The evolution of combat weaponry in artiodactyls (even-toed ungulates) is shaped by factors like sexual selection, ecological pressures, and biomechanical constraints. The choice between cranial weaponry (horns, antlers, ossicones) and dentition-based weaponry (enlarged canines, incisors, tusks) depends on several key factors:
- Cranial Weaponry (Horns & Antlers)
Examples: Deer (antlers), bovids (cattle, goats, antelope – true horns), giraffids (ossicones).
Advantages:
Long reach: Effective in head-to-head clashes, keeping opponents at a distance.
Visual signaling: Large antlers/horns advertise fitness to rivals and mates.
Non-lethal combat: Often used in ritualized fights rather than fatal encounters.
Why Some Species Use Them:
Sexual selection: Males with larger/more elaborate horns/antlers have higher mating success (e.g., red deer stags).
Open habitats: Species in grasslands or savannas (e.g., bison, antelope) benefit from long-range weaponry.
Energy allocation: Antlers are shed and regrown annually, allowing for intense seasonal competition.
- Dentition-Based Weaponry (Tusks, Canines, Incisors)
Examples: Pigs (tusks from canines), musk deer (sabre-like canines), hippos (enlarged incisors & canines), water deer (elongated canines).
Advantages:
Close-quarters combat: Effective in dense forests or aquatic environments where grappling is key.
Multipurpose use: Tusks can be used for digging, stripping bark, or defense against predators.
Less energetically costly than growing large antlers annually.
Why Some Species Use Them:
Habitat constraints: Forest-dwelling species (e.g., muntjac, musk deer) rely on slashing weapons in tight spaces.
Alternative mating strategies: In some species (e.g., babirusa), tusks may be more for display than direct combat.
Predator defense: Hippos use their massive canines against lions or rival hippos.
Why the Difference?
Ecological Niche: Open-habitat species benefit from long-range weaponry, while forest-dwelling species rely on close-combat tools.
Mating Systems: Intense male-male competition (e.g., elk, bighorn sheep) favors large, conspicuous weapons like antlers/horns.
Predation Pressure: Some dentition-based weapons (e.g., hippo tusks) serve dual roles in combat and predator defense.
Biomechanics: Heavy cranial weapons require strong neck muscles, whereas tusks rely on jaw strength.
Conclusion:
Horns/antlers dominate in open habitats with intense male competition.
Tusks/enlarged teeth are more common in forest-dwelling or omnivorous species where close combat or tool-like functions are advantageous.
Horns of bovids vary greatly in size and shape among species.
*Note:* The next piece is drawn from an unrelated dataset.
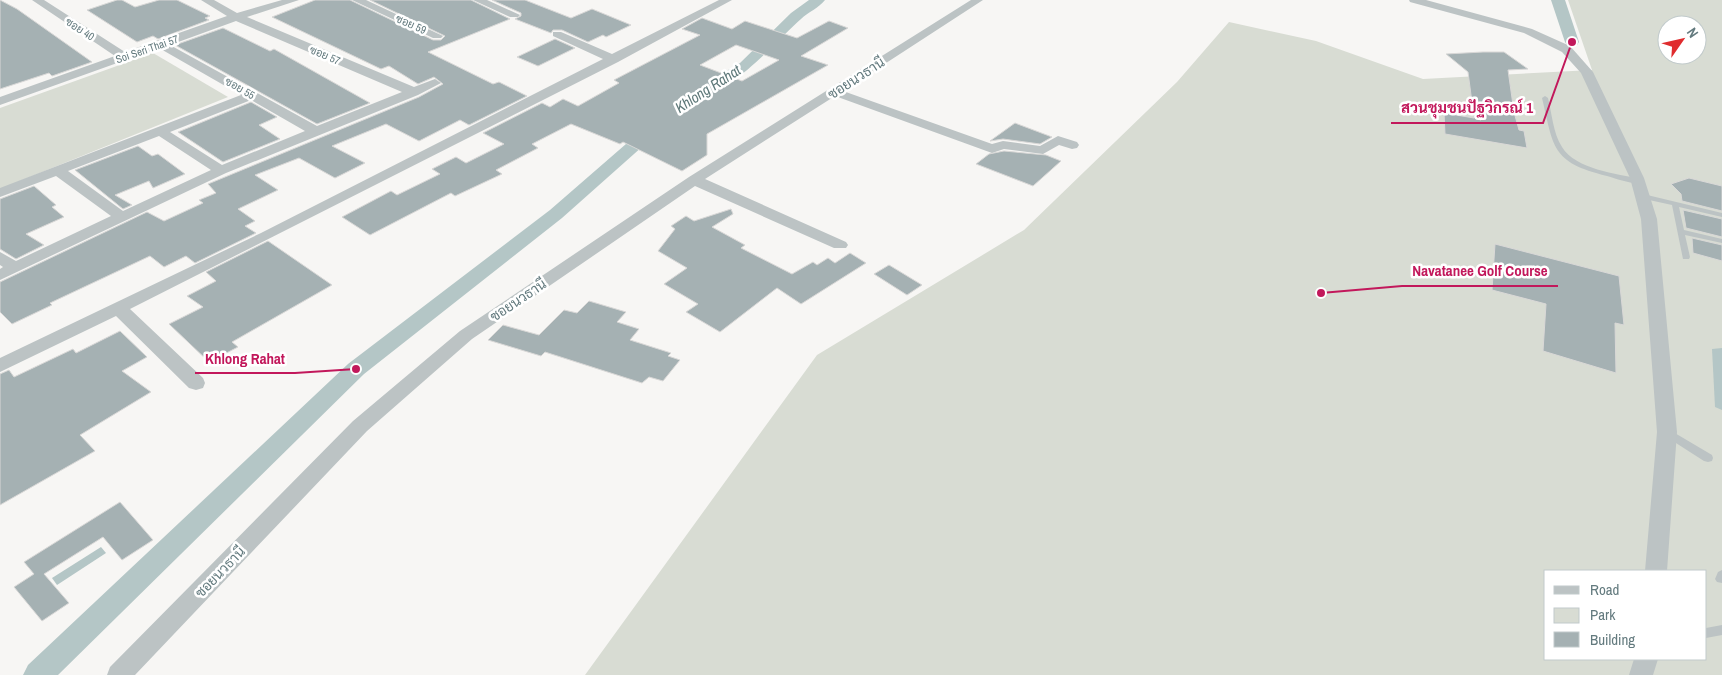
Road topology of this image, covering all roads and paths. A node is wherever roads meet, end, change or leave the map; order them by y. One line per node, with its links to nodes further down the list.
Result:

How could you explain this?
The variation in bovid horns is driven by sexual selection (larger, more elaborate horns improve mating success), ecological adaptation (e.g., curved horns for locking in combat vs. straight horns for stabbing), and species recognition (distinct shapes help avoid hybridization). Habitat also plays a role—open plains favor long horns for clashing, while dense forests may select for shorter, sharper horns for close-quarters defense.